Paola Fiorelle Berthoin feels strongly about removing obsolete dams to help a river become free-flowing and healthy, and she’s found a way to help with this. The California artist is painting the progress of the removal of a dam on the Carmel River, raising awareness about the project and its importance. 

“Three Views of the Carmel River Reroute Cut,” by Paola Fiorelle Berthoin, oil, 15 x 30 in.

“I’ve been involved in all things having to do with Carmel River watershed since 1989 and one thing has led to another,” says Berthoin. “In 2012 I published Passion for Place: Community Reflections on the Carmel River Watershed — stories, poems, and essays from many people who live here. After that I had been looking around for something to sink my teeth into. And I had been wanting to see what’s going on up there at the dam.” 

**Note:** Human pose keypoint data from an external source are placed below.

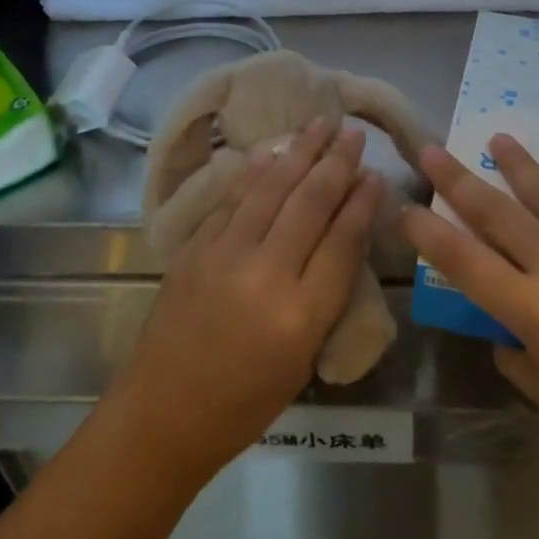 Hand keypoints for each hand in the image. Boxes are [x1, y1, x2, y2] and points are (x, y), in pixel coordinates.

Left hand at [108, 118, 382, 482]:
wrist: (164, 413)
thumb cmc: (246, 402)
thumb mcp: (304, 357)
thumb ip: (326, 293)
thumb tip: (343, 234)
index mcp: (301, 315)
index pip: (342, 240)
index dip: (362, 201)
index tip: (375, 172)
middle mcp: (265, 275)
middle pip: (309, 204)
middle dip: (336, 163)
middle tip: (354, 133)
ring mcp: (223, 256)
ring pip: (270, 190)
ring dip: (298, 153)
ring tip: (320, 124)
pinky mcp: (194, 249)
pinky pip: (232, 200)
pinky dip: (256, 173)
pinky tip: (271, 153)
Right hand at [401, 135, 538, 512]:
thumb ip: (518, 357)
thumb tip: (505, 330)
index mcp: (534, 311)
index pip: (464, 261)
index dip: (429, 233)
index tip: (406, 208)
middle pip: (499, 213)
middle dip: (459, 180)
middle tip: (431, 150)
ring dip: (520, 166)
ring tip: (499, 138)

What was going on was the removal of the San Clemente Dam. Although its removal pleased advocates for the river, the project was motivated more by the decaying infrastructure of the dam, which seemed vulnerable to earthquake-caused catastrophe. Berthoin asked the foreman at the construction company on the job if she could go to the construction site and paint. 

Painting on location at the reroute of the Carmel River

The artist may seem like the kind of activist that the construction company and the local water company would like to shun, but Berthoin is more like a tough, pragmatic ambassador. When she went to one part of the work site, she was stunned. “One aspect was hard to swallow — they had to reroute the river and take out a whole section of a mountain, 450 feet long, 200 feet high, and about 70,000 cubic feet of rock. I’m not nuts about the fact that they had to do that, but it was one of the solutions for getting the dam off the river. It’s a large cut and it’s drastic. When you are right there on site you think, my god, what have they done? But in looking at the watershed as a whole, it’s a small piece. The upside is that the dam will be coming off the river. They needed to do something with the silt that had built up behind the dam.”

Berthoin’s setup as she captures the second stage of the dam removal

She resists the water company’s requests to use her images for their own purposes, in part because she doesn’t completely agree with how the project was designed. But her pieces are informing the community and helping keep the conversation healthy. “The dam removal has been a topic around here for quite some time, but even now when I take the paintings out to show the public, they find that they didn’t know what was happening,” says Berthoin. “This is really helping to show people that there is one part that is really drastic, but mostly this is letting the river come back to a natural state. It’s a way of educating people about what’s going on with the project.”

“View From San Clemente Dam,” by Paola Fiorelle Berthoin, oil, 18 x 30 in. 

Berthoin says she feels paintings communicate better than photographs in this case. “There is something more tactile about the paintings,” she says. “They are more immediate, not so removed, because the paintings are a personal connection. I am able to make it look more beautiful, and it somehow seems more real. It just resonates with people because of the hand that was creating the paintings. There’s somehow more life in it than with just a photograph.”

“View of Reroute Cut, Looking Downstream Carmel River,” by Paola Fiorelle Berthoin, oil, 18 x 32 in.

The initiative has had its challenges. The construction does not wait for the artist to finish before changing the look of the scene. Berthoin has to plan carefully, as she has a decidedly finite amount of time each session. She is escorted in and out of the construction site. “I have to get moving on it and get it done,” says the artist. “It’s been challenging in that way.”

“View of San Clemente Dam From West Tributary of Carmel River,” by Paola Fiorelle Berthoin, oil, 30 x 30 in. (diptych)

Berthoin says she tries to portray the scene as accurately as possible, taking less artistic license than she normally would with a painting. The main goal is to increase awareness about the viability and advantages of removing dams. “My involvement in this is a soft approach to educating people on the value of water, free-flowing rivers, and river ecology. These paintings provide a platform for educating people further on all these issues.” She has shown the paintings at community meetings about the dam, at Earth Day events, and in similar scenarios. Berthoin hopes to gather all the work for a big show at a large venue, but currently, she is preparing for a show at the Garland Ranch Regional Park’s visitor center. Her dam paintings will be on view there from July 12 through November.

Berthoin painting on Radio Tower Hill. Photo by Jeffery Luhn

Berthoin is a working artist, but it’s clear that this is a project close to her heart. She paraphrases what a Native American once said to her about rivers and dams. “A dam on a river is like a tourniquet on the arm. It constricts the blood, and if it is kept on there long enough, the lower arm is going to fall off. That’s what dams do over time — they kill rivers.”